Mexican-American street gang

Toonerville Rifa 13, also known as The Ville, is a Mexican-American street gang located in Los Angeles county.

==History==
The name Toonerville was created in 1902 by a cartooner in Louisville Kentucky; he merged his profession and the city he lived to create the Toonervile Folks cartoon and sold it to the newspapers. A group of friends in 1926 in Los Angeles started calling the area they lived Toonerville due to the red line trolley going through their small mixed race community and an area adjacent called Tropico and South Glendale. As they traveled to parties and got into fights they became a gang. In the late 1940s a group of them formed the cliques Callejeros the Aztecas until the late 1950's. By this time most were older, so a new clique surfaced called the Latin Souls, and a smaller one called the Cut Downs, but they did not take.
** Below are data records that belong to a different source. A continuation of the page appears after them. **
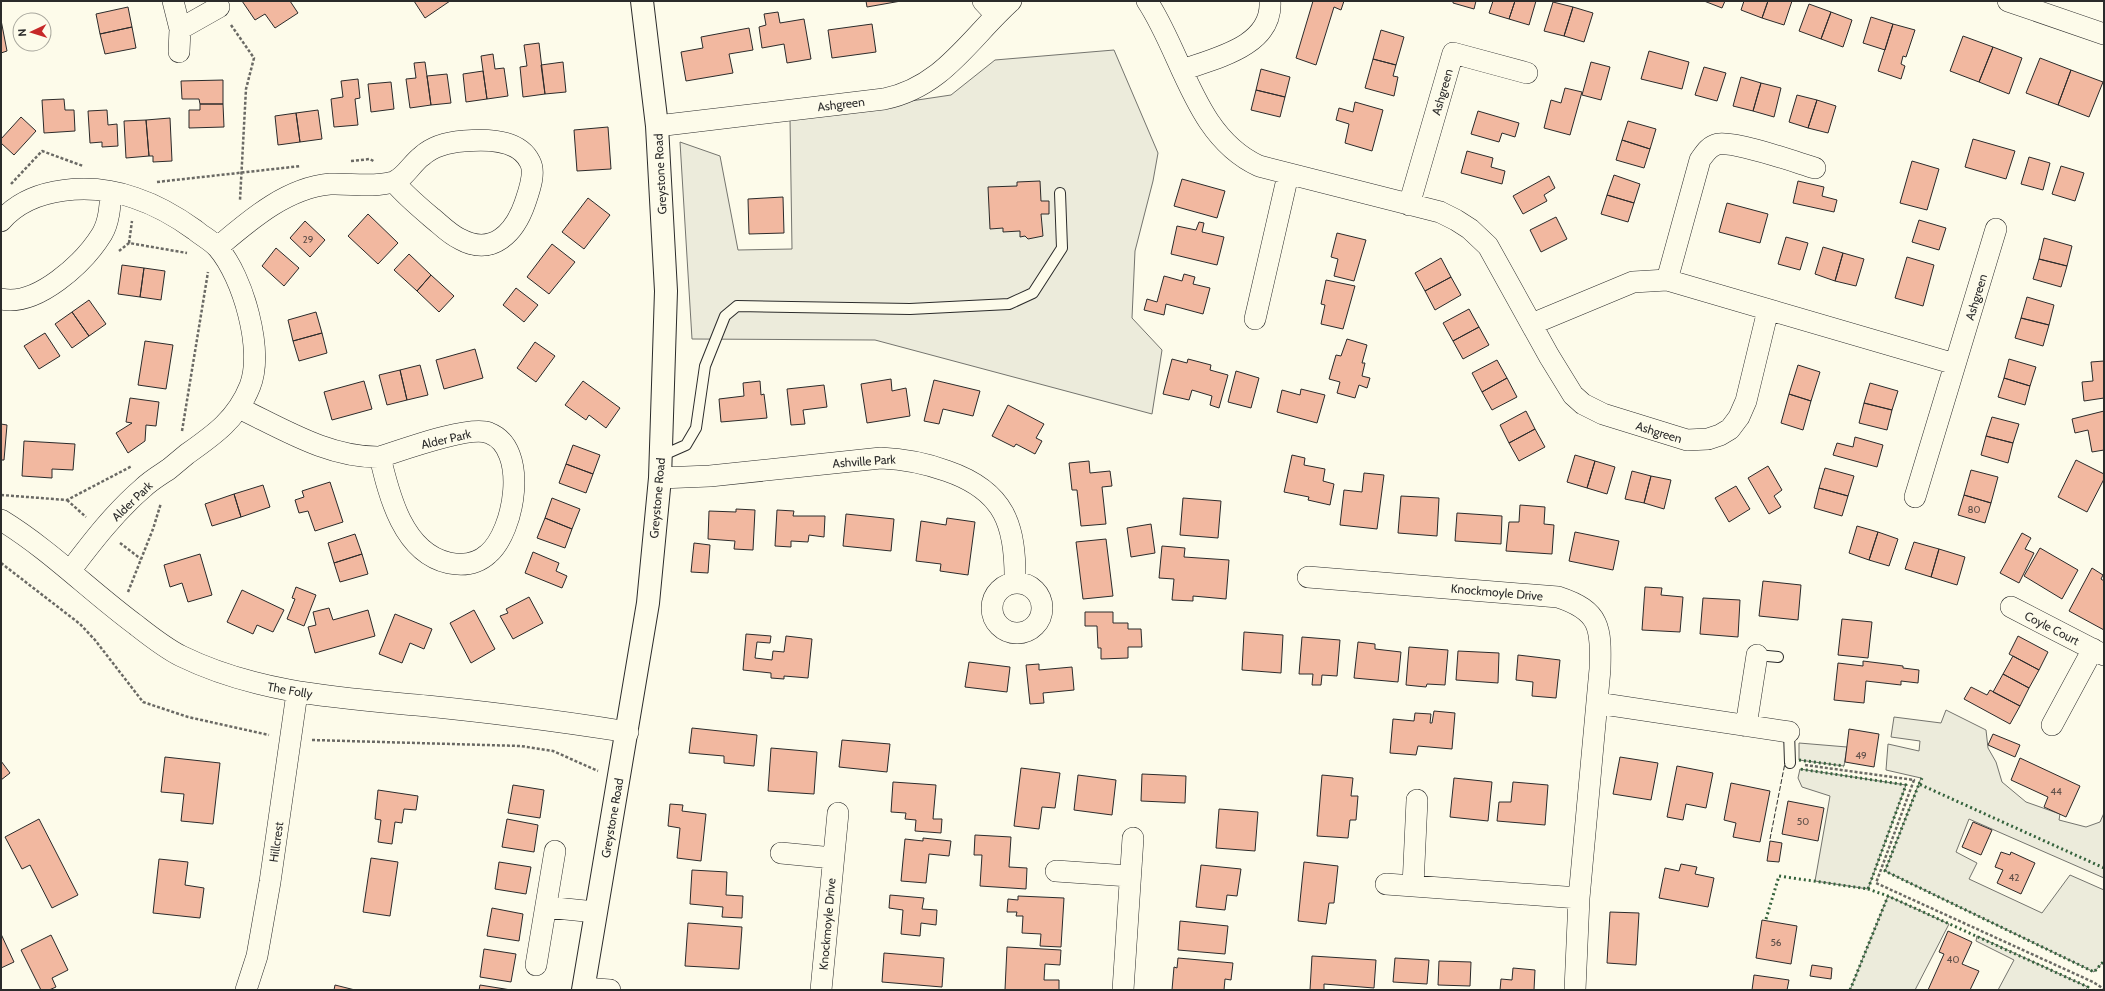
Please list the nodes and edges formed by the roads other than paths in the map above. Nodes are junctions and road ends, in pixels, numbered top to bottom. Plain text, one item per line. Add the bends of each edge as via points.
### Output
1 (172, 1) edge
2 (642, 1) edge
3 (1011, 1) edge
4 (1147, 1) edge
5 (1270, 1) edge
6 (2008, 1) edge
7 (219, 7) road end
8 (989, 8) edge
9 (180, 29) junction
10 (2104, 34) edge
11 (179, 52) dead end
12 (1182, 70) junction
13 (1527, 72) dead end
14 (657, 126) junction
15 (1815, 168) dead end
16 (1288, 175) junction
17 (394, 182) junction
18 (111, 192) junction
19 (1060, 193) dead end
20 (1409, 205) junction
21 (1, 221) edge
22 (1996, 229) dead end
23 (218, 247) junction
24 (1667, 280) junction
25 (1, 299) edge
26 (1768, 310) junction
27 (1255, 319) dead end
28 (1532, 324) junction
29 (1955, 364) junction
30 (239, 408) junction
31 (661, 456) junction
32 (380, 457) junction
33 (660, 478) junction
34 (1915, 497) dead end
35 (1, 520) edge
36 (70, 571) junction
37 (1308, 577) dead end
38 (1015, 583) dead end
39 (2011, 607) dead end
40 (2099, 652) edge
41 (1757, 655) joint
42 (1778, 657) dead end
43 (297, 693) junction
44 (1597, 703) junction
45 (2052, 725) dead end
46 (1746, 726) junction
47 (628, 732) junction
48 (1788, 732) joint
49 (1790, 763) road end
50 (1417, 800) dead end
51 (838, 813) dead end
52 (1133, 838) dead end
53 (555, 851) dead end
54 (781, 853) dead end
55 (833, 858) junction
56 (1056, 871) dead end
57 (1129, 876) junction
58 (1386, 884) dead end
59 (1413, 886) junction
60 (1579, 898) junction
61 (546, 907) junction
62 (595, 912) junction
63 (536, 965) dead end
64 (584, 989) edge
65 (246, 990) edge
66 (610, 990) edge
67 (821, 990) edge
68 (1123, 990) edge
69 (1575, 990) edge

1 - 9 street
2 - 14 main road, Greystone Road
3 - 8 street, Ashgreen
4 - 12 street, Ashgreen via 1163,28
5 - 12 street via 1268,20 1254,39 1218,57
6 - 10 street
7 - 9 street
8 - 14 street, Ashgreen via 954,60 932,79 910,92 884,99
9 - 11 street
12 - 16 street, Ashgreen via 1214,130 1228,146 1244,159
13 - 20 street, Ashgreen via 1453,53
14 - 31 main road, Greystone Road via 666,291
15 - 24 street via 1734,145 1718,144 1710,148 1700,160
16 - 20 street, Ashgreen
16 - 27 street
17 - 17 street via 455,237 483,245 501,240 508,235 528,194 531,165 524,154 506,144 484,140 463,141 427,152
17 - 23 street via 328,184 306,189 282,200
18 - 21 street, Alder Park via 74,189 50,193 18,206
18 - 23 street, Alder Park via 153,205
18 - 25 street via 109,214 102,233 76,264 29,298 10,301
19 - 31 lane via 1062,248 1033,293 1009,304 910,308 737,306 725,316 706,366 696,428 686,445
20 - 28 street, Ashgreen via 1440,212 1456,220 1488,246
22 - 29 street, Ashgreen
23 - 30 street, Alder Park via 242,292 252,327 254,360 251,379
24 - 26 street
24 - 28 street via 1633,282
26 - 28 street, Ashgreen via 1746,401 1739,416 1730,429 1697,441 1603,414 1583,404 1566,385
26 - 29 street
29 - 34 street, Ashgreen
30 - 32 street, Alder Park via 315,444 343,454
30 - 36 street, Alder Park via 219,431 143,487 102,530
31 - 33 main road, Greystone Road
32 - 32 street, Alder Park via 468,432 488,432 496,436 508,449 514,475 511,510 494,547 483,557 468,564 446,562 427,553 412,538 400,519 390,496
33 - 38 street, Ashville Park via 710,476 881,458 921,462 971,480 994,498 1012,535 1016,566
33 - 47 main road, Greystone Road via 648,603
35 - 36 street, The Folly
36 - 43 street, The Folly via 121,614 179,655 253,683
37 - 44 street, Knockmoyle Drive via 1542,595 1574,602 1587,610 1595,621 1600,637
39 - 40 street, Coyle Court
40 - 45 street, Coyle Court
41 - 42 lane
41 - 46 street
43 - 47 street, The Folly via 531,717
43 - 65 street, Hillcrest via 270,882 257,956
44 - 46 street
44 - 60 street, Knockmoyle Drive
46 - 48 street
47 - 62 main road, Greystone Road
48 - 49 lane
50 - 59 street
51 - 55 street, Knockmoyle Drive
52 - 57 street
53 - 61 street
54 - 55 street
55 - 67 street, Knockmoyle Drive
56 - 57 street
57 - 68 street
58 - 59 street
59 - 60 street
60 - 69 street, Knockmoyle Drive
61 - 62 street
61 - 63 street
62 - 64 main road, Greystone Road
64 - 66 street

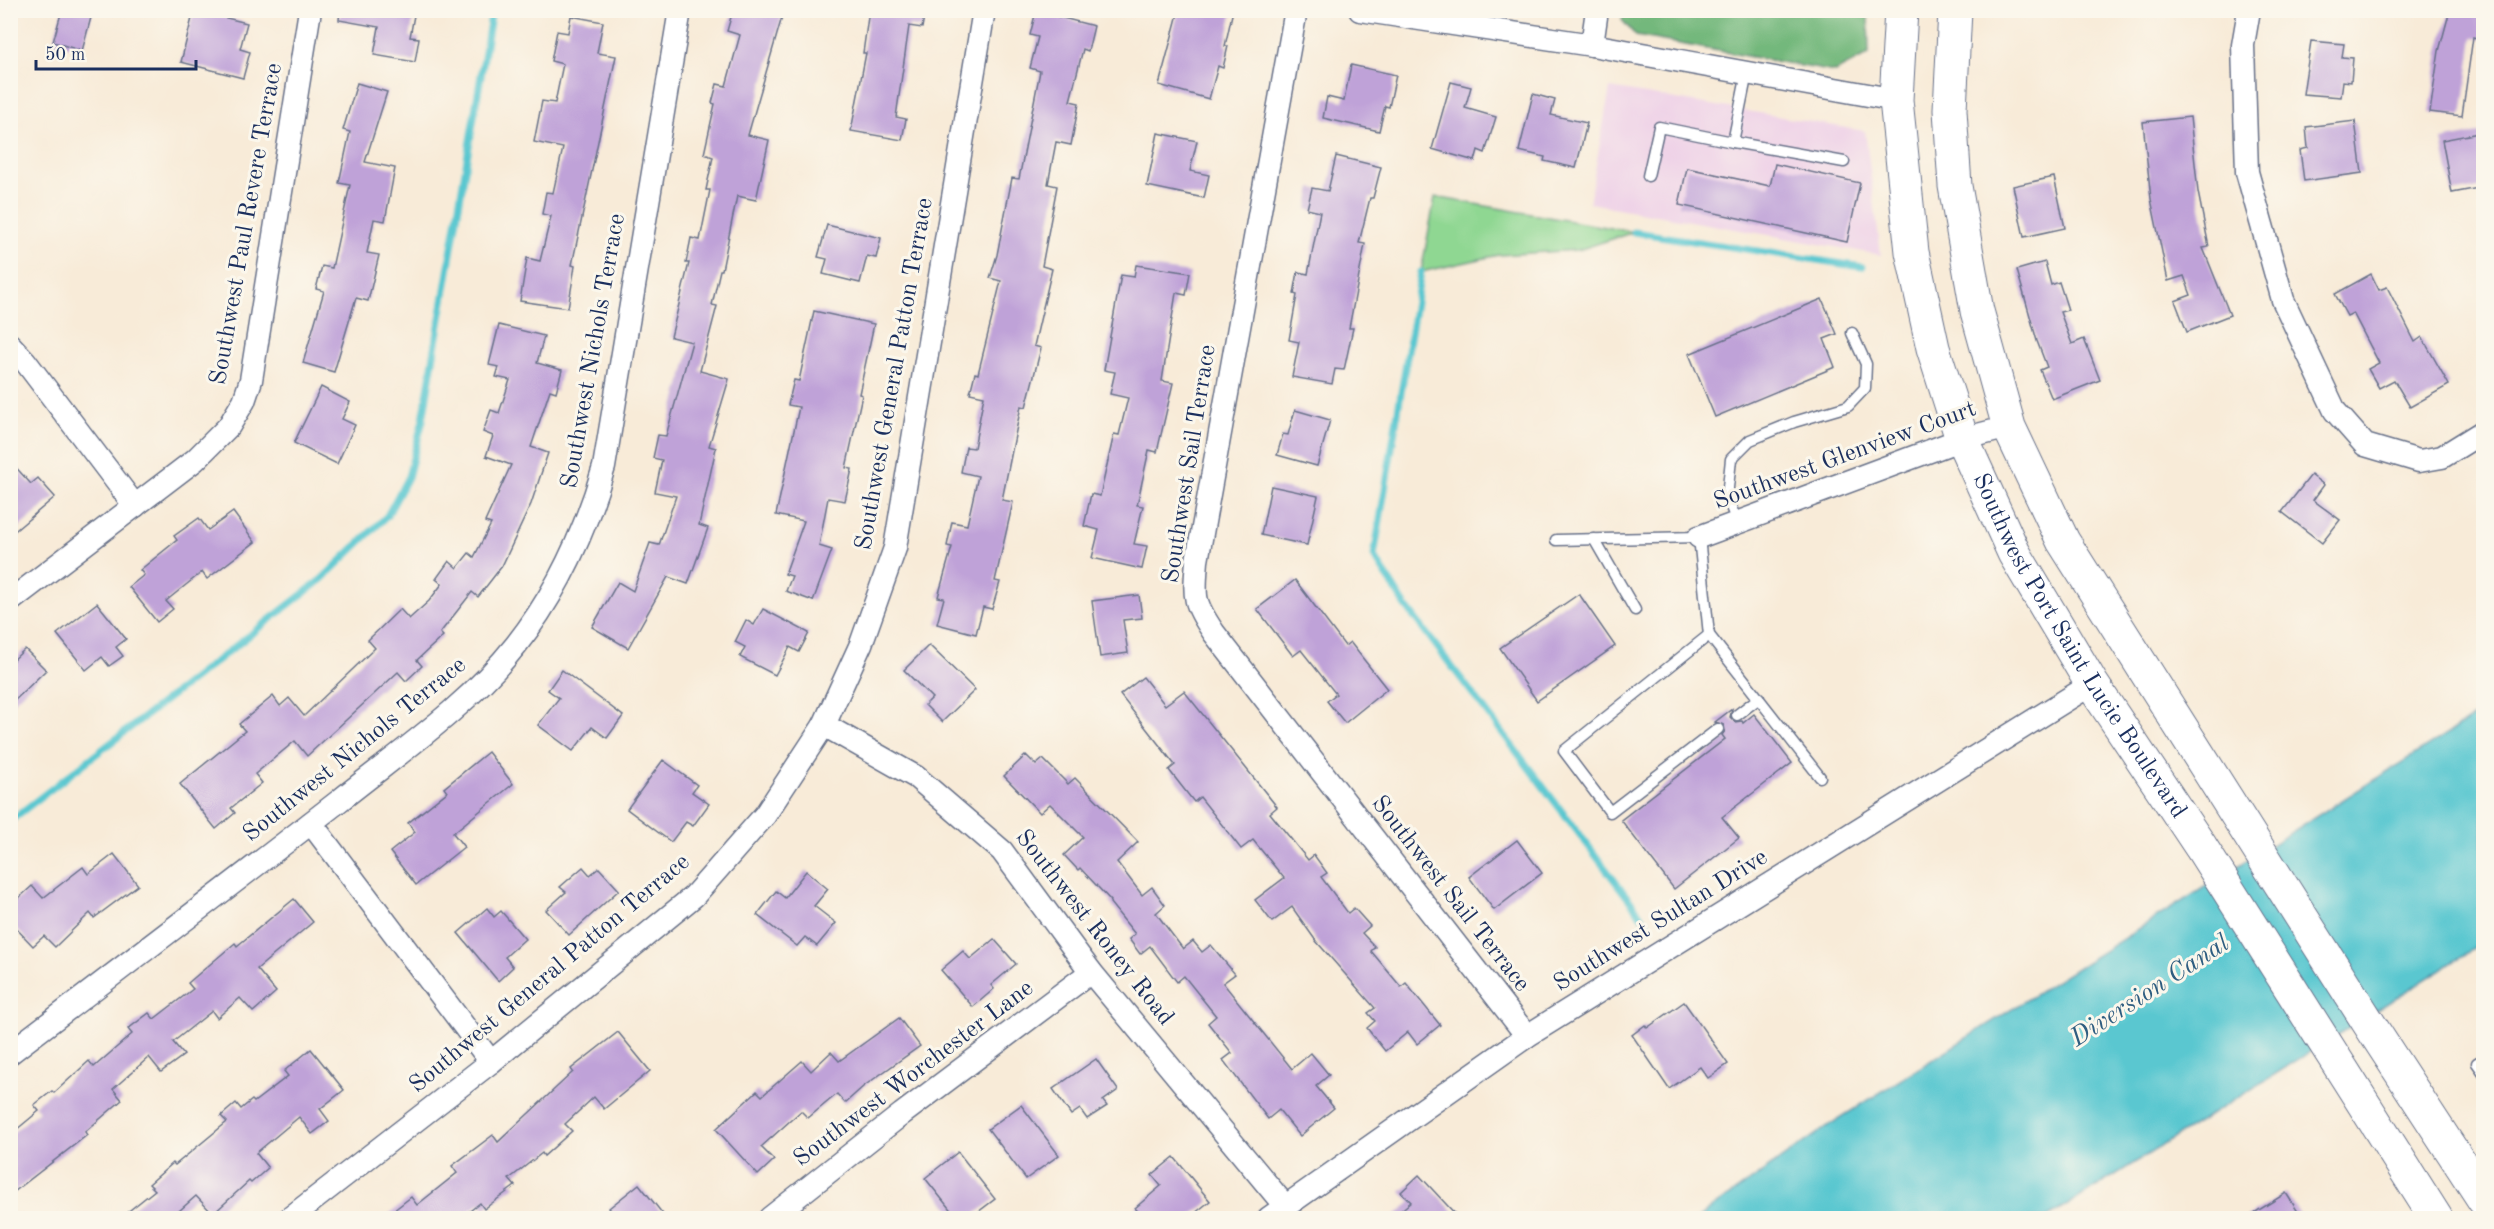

In the early 1960s another clique was created called the Midgets. Late in the 1970s another one was created from the Glendale side called the Gangsters. Toonerville was divided in two sides north and south, by one of the members of the Midgets that lived in Glendale. In the early 1990s a Tujunga chapter of the gang was formed. All the cliques were and had been part of Toonerville and their creation was due to difference in age and different activities.

The gang’s leader, Timothy Joseph McGhee, was sentenced to death in 2009 for his role in three separate homicides. Additionally, he is suspected of taking part in as many as twelve murders in the Los Angeles area. TVR 13 claims Atwater Village as its turf.